## Task to carry out
Please copy each line of the listing below precisely, excluding the images.

Segment Start: Data for this task

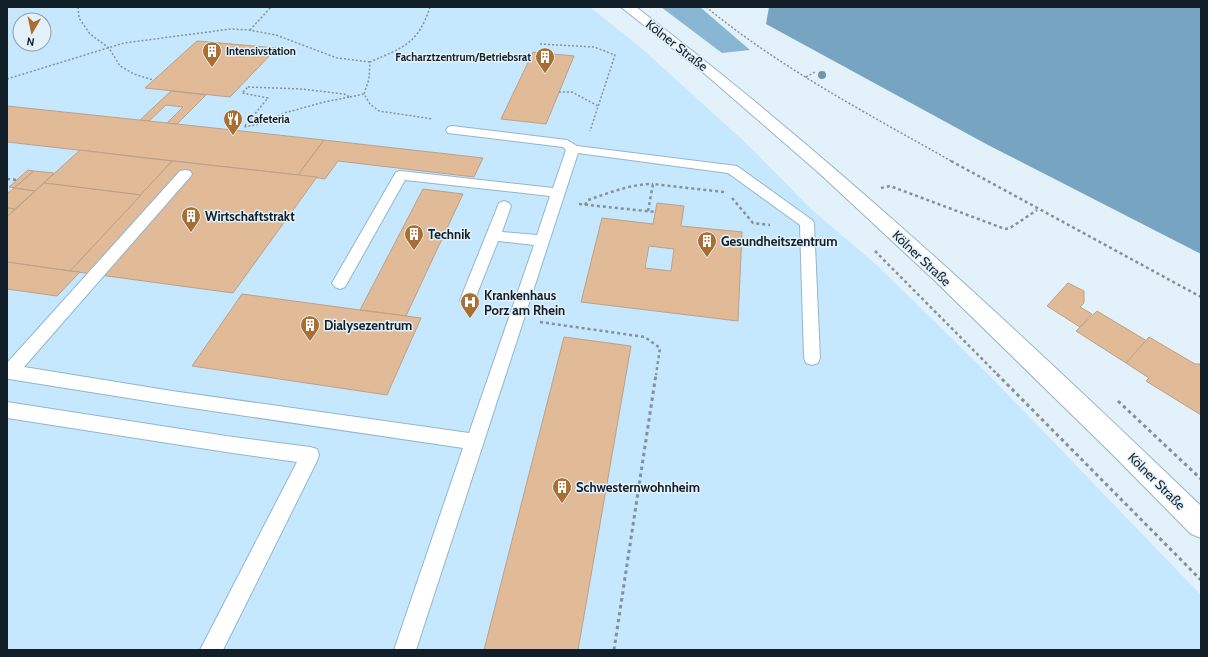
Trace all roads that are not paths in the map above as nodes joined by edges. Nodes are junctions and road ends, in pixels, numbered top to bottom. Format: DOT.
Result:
graph roads {
  1 [pos="628,7"];
  2 [pos="452,130"];
  3 [pos="570,146"];
  4 [pos="185,174"];
  5 [pos="559,193"];
  6 [pos="504,206"];
  7 [pos="493,236"];
  8 [pos="543,241"];
  9 [pos="340,283"];
  10 [pos="468,300"];
  11 [pos="812,358"];
  12 [pos="8,372"];
  13 [pos="7,410"];
  14 [pos="474,442"];
  15 [pos="1201,525"];
  16 [pos="211,650"];
  17 [pos="405,650"];
  1 -- 15 [label="main road, Kölner Straße"];
  2 -- 3 [label="lane"];
  3 -- 5 [label="lane"];
  3 -- 11 [label="lane"];
  4 -- 12 [label="lane"];
  5 -- 8 [label="lane"];
  5 -- 9 [label="lane"];
  6 -- 7 [label="lane"];
  7 -- 8 [label="lane"];
  7 -- 10 [label="lane"];
  8 -- 14 [label="lane"];
  12 -- 14 [label="lane"];
  13 -- 16 [label="lane"];
  14 -- 17 [label="lane"];
}
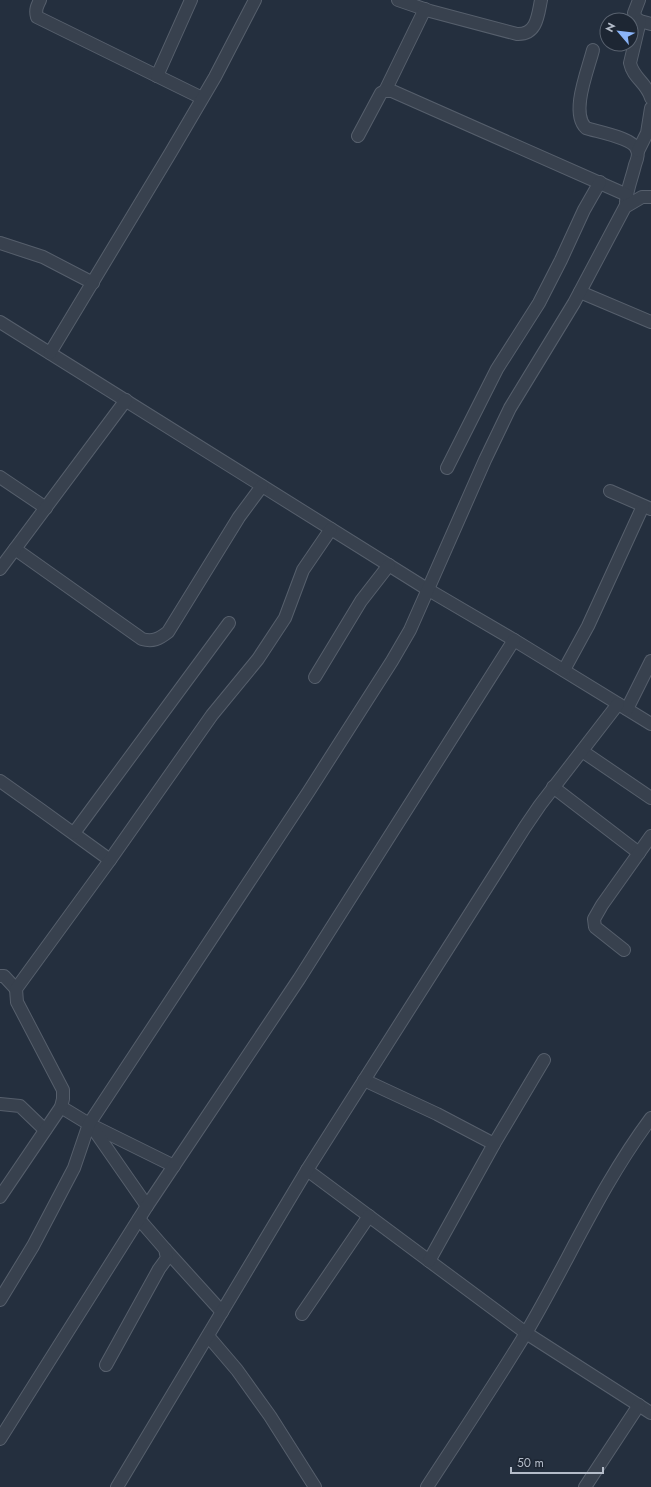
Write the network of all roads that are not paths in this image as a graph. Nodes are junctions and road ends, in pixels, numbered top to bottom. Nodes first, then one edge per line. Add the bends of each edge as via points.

Segment End: Data for this task

## Written response
Trace all roads that are not paths in the map above as nodes joined by edges. Nodes are junctions and road ends, in pixels, numbered top to bottom. Format: DOT.
Result:
graph roads {
  1 [pos="628,7"];
  2 [pos="452,130"];
  3 [pos="570,146"];
  4 [pos="185,174"];
  5 [pos="559,193"];
  6 [pos="504,206"];
  7 [pos="493,236"];
  8 [pos="543,241"];
  9 [pos="340,283"];
  10 [pos="468,300"];
  11 [pos="812,358"];
  12 [pos="8,372"];
  13 [pos="7,410"];
  14 [pos="474,442"];
  15 [pos="1201,525"];
  16 [pos="211,650"];
  17 [pos="405,650"];
  1 -- 15 [label="main road, Kölner Straße"];
  2 -- 3 [label="lane"];
  3 -- 5 [label="lane"];
  3 -- 11 [label="lane"];
  4 -- 12 [label="lane"];
  5 -- 8 [label="lane"];
  5 -- 9 [label="lane"];
  6 -- 7 [label="lane"];
  7 -- 8 [label="lane"];
  7 -- 10 [label="lane"];
  8 -- 14 [label="lane"];
  12 -- 14 [label="lane"];
  13 -- 16 [label="lane"];
  14 -- 17 [label="lane"];
}
Write the network of all roads that are not paths in this image as a graph. Nodes are junctions and road ends, in pixels, numbered top to bottom. Nodes first, then one edge per line. Add the bends of each edge as via points.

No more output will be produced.